Rockhopper Penguins (Eudyptes chrysocome)

Some classify these penguins into three subspecies with a possibility of a separate species. Thus, with no concrete studies conducted so far, the taxonomy of rockhopper penguins is uncertain.

Diet

» Fish - Small varieties

» Cephalopods - Squid

» Crustaceans (predominantly) - Krill

The diet of these penguins changes in terms of food and quantity during the mating season between colonies and over the period of years.

Range and Habitat

With a circumpolar distribution, they live on the islands surrounding the Antarctic Polar Front till the converging area in the South Atlantic and Indian Oceans. Extremely low population numbers are observed in the regions of Falkland Islands, Campbell Islands, the Antipodes, and Tristan da Cunha.

Royal Penguin (Eudyptes schlegeli)

Diet

» Crustaceans (predominantly) - Krill

» Fish - Small varieties

» Cephalopods - Squid

The diet changes with the mating season and also with the location of different colonies.

Range and Habitat

Living in large colonies, royal penguins are found in the Subantarctic islands -- mainly Macquarie Island of the Australian region. They are migratory penguins, who migrate towards unknown areas after the mating season. Although the location as to where they migrate is still a mystery, there have been sightings of these birds in the areas between Australia and Antarctica. While on the Macquarie Island, Royal penguins reside mostly on land surrounded by stones and grass.
Macaroni Penguin (Eudyptes chrysolophus)

Diet

» Fish - Marbled rockcod, Painted notie, and a species of lanternfish called Krefftichthys anderssoni

» Cephalopods - Squid

» Crustaceans - Krill (comprises more than 90% of the total diet during the breeding season)

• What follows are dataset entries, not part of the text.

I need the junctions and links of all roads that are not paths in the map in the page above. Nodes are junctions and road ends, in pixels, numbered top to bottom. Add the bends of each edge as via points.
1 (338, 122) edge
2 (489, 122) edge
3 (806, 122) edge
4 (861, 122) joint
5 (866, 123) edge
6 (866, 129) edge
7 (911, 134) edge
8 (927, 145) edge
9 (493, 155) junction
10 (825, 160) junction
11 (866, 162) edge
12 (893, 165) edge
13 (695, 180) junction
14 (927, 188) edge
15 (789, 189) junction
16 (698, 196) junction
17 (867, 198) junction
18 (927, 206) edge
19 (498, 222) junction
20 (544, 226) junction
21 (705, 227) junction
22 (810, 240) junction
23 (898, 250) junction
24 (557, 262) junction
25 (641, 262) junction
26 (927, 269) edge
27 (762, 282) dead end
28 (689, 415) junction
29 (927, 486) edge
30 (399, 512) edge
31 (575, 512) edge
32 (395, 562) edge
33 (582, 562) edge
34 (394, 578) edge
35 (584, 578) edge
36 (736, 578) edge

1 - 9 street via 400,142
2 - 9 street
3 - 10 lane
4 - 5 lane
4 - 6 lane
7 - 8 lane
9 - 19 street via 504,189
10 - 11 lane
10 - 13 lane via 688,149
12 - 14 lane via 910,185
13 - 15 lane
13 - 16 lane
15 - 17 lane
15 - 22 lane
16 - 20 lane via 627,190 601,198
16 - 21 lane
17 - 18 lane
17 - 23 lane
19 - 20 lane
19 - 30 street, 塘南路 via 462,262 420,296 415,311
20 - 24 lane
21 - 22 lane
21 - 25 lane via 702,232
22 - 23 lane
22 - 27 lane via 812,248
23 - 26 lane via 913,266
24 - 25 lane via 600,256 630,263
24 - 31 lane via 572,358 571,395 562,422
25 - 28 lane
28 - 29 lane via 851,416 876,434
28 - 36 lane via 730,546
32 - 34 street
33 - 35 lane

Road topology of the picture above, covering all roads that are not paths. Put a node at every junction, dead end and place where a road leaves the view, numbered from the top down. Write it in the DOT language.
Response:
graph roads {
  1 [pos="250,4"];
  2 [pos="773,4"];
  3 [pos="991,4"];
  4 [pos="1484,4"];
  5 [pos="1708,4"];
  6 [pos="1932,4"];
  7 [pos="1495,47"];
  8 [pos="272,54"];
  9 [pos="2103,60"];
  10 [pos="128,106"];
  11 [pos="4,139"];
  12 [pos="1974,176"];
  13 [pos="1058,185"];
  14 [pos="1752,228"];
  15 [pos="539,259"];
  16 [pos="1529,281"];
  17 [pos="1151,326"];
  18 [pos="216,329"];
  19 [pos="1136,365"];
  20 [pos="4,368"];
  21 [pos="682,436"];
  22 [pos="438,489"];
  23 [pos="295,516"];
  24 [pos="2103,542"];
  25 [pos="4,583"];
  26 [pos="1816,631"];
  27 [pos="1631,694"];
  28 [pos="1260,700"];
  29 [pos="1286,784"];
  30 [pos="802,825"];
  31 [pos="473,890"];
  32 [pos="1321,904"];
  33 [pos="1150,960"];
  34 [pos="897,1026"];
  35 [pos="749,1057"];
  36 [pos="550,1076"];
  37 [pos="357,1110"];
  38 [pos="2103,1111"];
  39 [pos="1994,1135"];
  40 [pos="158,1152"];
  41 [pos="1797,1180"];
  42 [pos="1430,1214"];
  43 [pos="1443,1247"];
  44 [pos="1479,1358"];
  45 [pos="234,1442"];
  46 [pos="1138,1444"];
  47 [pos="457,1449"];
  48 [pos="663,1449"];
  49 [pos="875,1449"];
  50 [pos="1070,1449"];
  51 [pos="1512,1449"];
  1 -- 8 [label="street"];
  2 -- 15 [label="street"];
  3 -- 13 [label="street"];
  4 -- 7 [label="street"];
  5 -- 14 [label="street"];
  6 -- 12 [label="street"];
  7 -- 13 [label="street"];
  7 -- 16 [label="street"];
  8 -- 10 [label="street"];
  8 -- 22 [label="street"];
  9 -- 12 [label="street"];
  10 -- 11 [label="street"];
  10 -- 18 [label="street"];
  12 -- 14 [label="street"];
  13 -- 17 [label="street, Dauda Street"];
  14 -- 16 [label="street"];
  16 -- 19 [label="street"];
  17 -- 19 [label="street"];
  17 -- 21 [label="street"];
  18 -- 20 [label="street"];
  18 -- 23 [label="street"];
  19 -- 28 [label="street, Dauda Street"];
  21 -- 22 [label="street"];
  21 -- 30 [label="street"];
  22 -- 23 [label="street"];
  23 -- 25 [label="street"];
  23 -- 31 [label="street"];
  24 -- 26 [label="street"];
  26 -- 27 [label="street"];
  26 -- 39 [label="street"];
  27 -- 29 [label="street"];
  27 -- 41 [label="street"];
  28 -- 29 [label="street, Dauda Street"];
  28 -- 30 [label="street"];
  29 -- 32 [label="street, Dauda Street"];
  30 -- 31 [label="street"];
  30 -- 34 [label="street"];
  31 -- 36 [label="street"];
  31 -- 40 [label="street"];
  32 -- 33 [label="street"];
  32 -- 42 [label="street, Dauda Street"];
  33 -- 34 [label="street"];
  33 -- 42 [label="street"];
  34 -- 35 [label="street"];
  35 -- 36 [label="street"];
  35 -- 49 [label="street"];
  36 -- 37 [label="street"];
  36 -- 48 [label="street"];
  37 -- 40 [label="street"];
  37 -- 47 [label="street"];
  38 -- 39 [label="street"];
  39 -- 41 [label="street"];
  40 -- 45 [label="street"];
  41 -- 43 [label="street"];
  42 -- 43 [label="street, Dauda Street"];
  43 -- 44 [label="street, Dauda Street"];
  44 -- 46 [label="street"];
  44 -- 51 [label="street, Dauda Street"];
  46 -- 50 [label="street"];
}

Foraging takes place from dawn to dusk with dives to an average depth of 15 to 70 meters. The dives are V-shaped and seldom last more than two minutes. Night foraging rarely occurs but the dives are shallower with the depths varying from 3-6 meters.

Range and Habitat

Macaroni penguins are the most abundantly found species of penguins. They are seen in areas spanning the Subantarctic to the Antarctic peninsula. These penguins are found in South Chile, the Falkland Islands, South Orkney Islands, and South Georgia and the South Sandwich Islands (SGSSI).

Penguins do not have the threat of land predators like wolves and polar bears in the Southern Hemisphere where they dwell. Studies reveal that they show no visible fear towards humans and have responded in a positive manner when approached by them. It is probably because of this reason that most of the aforementioned species today face a possible threat of extinction. The only way to save this harmless species is by making sure that its habitat remains untouched, so that they get to live a carefree life.